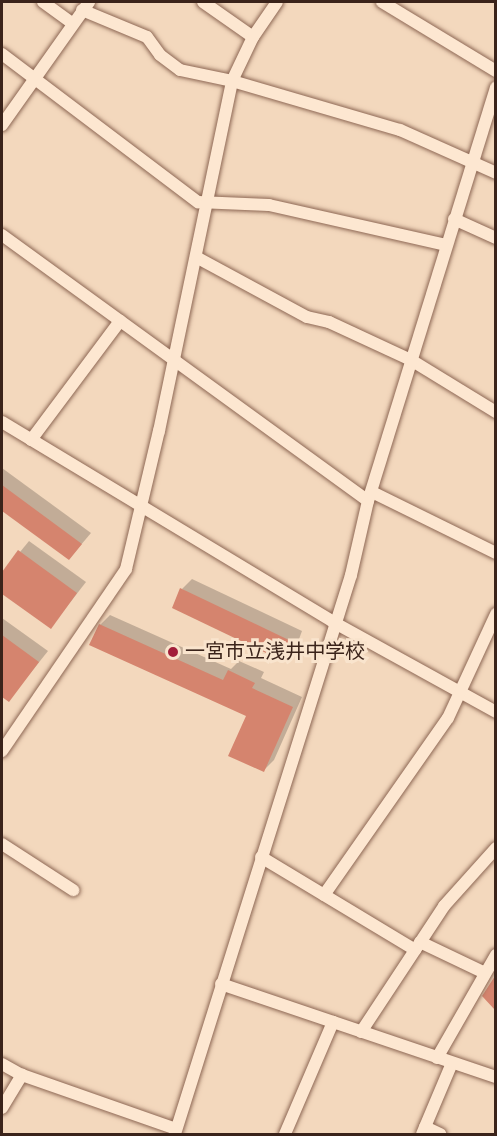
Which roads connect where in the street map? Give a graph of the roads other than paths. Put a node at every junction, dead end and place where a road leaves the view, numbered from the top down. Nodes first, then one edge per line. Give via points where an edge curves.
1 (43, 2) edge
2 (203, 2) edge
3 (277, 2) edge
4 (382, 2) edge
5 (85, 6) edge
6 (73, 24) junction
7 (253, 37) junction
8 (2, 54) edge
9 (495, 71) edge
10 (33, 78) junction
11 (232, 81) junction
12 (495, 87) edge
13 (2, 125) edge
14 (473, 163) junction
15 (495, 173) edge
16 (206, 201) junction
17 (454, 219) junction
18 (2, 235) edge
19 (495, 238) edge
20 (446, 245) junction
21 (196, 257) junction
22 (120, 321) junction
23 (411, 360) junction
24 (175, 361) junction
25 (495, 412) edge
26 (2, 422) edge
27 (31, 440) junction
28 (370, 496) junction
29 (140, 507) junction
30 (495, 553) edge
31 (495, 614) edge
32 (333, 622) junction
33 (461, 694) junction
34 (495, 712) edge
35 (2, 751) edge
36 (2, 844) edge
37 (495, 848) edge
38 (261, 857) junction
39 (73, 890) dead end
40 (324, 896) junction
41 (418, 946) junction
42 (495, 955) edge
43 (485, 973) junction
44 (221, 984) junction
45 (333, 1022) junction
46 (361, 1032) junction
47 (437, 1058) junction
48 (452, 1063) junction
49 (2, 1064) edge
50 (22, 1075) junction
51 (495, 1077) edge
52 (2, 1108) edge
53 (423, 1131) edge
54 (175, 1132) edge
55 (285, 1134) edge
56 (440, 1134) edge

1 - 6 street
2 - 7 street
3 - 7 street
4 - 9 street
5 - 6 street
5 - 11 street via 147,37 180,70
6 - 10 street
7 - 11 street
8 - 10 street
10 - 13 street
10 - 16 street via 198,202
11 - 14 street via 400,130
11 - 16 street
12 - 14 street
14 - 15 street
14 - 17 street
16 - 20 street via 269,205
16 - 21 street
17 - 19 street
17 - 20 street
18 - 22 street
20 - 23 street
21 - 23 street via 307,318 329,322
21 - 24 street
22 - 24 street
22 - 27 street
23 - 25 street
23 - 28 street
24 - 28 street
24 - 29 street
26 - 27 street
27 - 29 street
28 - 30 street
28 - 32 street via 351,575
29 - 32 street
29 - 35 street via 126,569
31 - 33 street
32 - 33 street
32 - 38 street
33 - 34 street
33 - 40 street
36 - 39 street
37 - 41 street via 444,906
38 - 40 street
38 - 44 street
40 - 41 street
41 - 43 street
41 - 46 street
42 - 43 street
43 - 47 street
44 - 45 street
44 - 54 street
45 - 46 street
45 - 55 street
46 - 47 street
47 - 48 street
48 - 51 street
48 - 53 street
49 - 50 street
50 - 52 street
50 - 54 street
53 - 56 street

§ §

THE TASK
Only a number should be returned: how many lines in the material contain "dead"?

ANSWER BOX
2